#### ABOUT THIS EXERCISE
Go through the material and set down every line without alteration.

○ ○ ○ ○ ○

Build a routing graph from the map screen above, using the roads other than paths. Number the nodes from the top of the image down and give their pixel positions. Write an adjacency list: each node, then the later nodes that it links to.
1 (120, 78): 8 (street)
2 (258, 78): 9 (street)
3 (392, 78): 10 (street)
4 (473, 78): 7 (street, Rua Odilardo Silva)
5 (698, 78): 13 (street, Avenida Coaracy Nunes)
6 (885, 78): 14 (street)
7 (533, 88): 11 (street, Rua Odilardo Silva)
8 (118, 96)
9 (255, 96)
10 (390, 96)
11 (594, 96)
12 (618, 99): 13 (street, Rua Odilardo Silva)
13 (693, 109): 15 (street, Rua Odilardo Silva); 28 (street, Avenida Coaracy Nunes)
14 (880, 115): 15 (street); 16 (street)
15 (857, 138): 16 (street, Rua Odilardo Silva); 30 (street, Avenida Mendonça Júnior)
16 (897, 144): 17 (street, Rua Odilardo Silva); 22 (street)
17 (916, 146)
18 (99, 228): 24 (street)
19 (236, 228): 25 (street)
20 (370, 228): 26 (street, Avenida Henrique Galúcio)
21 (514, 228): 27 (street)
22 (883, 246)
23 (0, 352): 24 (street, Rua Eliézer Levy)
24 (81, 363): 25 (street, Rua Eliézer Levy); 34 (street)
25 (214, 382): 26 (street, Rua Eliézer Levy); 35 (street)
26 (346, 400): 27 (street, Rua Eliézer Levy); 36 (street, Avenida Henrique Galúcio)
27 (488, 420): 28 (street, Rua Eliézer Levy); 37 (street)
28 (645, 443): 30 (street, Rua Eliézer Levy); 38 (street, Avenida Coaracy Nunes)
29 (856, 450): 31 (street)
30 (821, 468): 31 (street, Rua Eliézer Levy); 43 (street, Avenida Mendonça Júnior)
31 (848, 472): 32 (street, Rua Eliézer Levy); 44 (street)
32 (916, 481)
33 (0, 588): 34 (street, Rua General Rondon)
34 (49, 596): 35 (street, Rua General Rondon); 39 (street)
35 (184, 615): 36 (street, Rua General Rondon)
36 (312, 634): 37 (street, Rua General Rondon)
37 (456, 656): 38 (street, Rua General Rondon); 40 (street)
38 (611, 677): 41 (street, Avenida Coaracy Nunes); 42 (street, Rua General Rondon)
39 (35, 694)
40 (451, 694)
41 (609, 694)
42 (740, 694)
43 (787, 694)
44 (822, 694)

○ ○ ○ ○ ○

#### ANSWER AREA
Build a routing graph from the map screen above, using the roads other than paths. Number the nodes from the top of the image down and give their pixel positions. Write an adjacency list: each node, then the later nodes that it links to.
1 (120, 78): 8 (street)
2 (258, 78): 9 (street)
3 (392, 78): 10 (street)
4 (473, 78): 7 (street, Rua Odilardo Silva)
5 (698, 78): 13 (street, Avenida Coaracy Nunes)
6 (885, 78): 14 (street)
7 (533, 88): 11 (street, Rua Odilardo Silva)
8 (118, 96)
9 (255, 96)
10 (390, 96)
11 (594, 96)
12 (618, 99): 13 (street, Rua Odilardo Silva)
13 (693, 109): 15 (street, Rua Odilardo Silva); 28 (street, Avenida Coaracy Nunes)
14 (880, 115): 15 (street); 16 (street)
15 (857, 138): 16 (street, Rua Odilardo Silva); 30 (street, Avenida Mendonça Júnior)
16 (897, 144): 17 (street, Rua Odilardo Silva); 22 (street)
17 (916, 146)
18 (99, 228): 24 (street)
19 (236, 228): 25 (street)
20 (370, 228): 26 (street, Avenida Henrique Galúcio)
21 (514, 228): 27 (street)
22 (883, 246)
23 (0, 352): 24 (street, Rua Eliézer Levy)
24 (81, 363): 25 (street, Rua Eliézer Levy); 34 (street)
25 (214, 382): 26 (street, Rua Eliézer Levy); 35 (street)
26 (346, 400): 27 (street, Rua Eliézer Levy); 36 (street, Avenida Henrique Galúcio)
27 (488, 420): 28 (street, Rua Eliézer Levy); 37 (street)
28 (645, 443): 30 (street, Rua Eliézer Levy); 38 (street, Avenida Coaracy Nunes)
29 (856, 450): 31 (street)
30 (821, 468): 31 (street, Rua Eliézer Levy); 43 (street, Avenida Mendonça Júnior)
31 (848, 472): 32 (street, Rua Eliézer Levy); 44 (street)
32 (916, 481)
33 (0, 588): 34 (street, Rua General Rondon)
34 (49, 596): 35 (street, Rua General Rondon); 39 (street)
35 (184, 615): 36 (street, Rua General Rondon)
36 (312, 634): 37 (street, Rua General Rondon)
37 (456, 656): 38 (street, Rua General Rondon); 40 (street)
38 (611, 677): 41 (street, Avenida Coaracy Nunes); 42 (street, Rua General Rondon)
39 (35, 694)
40 (451, 694)
41 (609, 694)
42 (740, 694)
43 (787, 694)
44 (822, 694)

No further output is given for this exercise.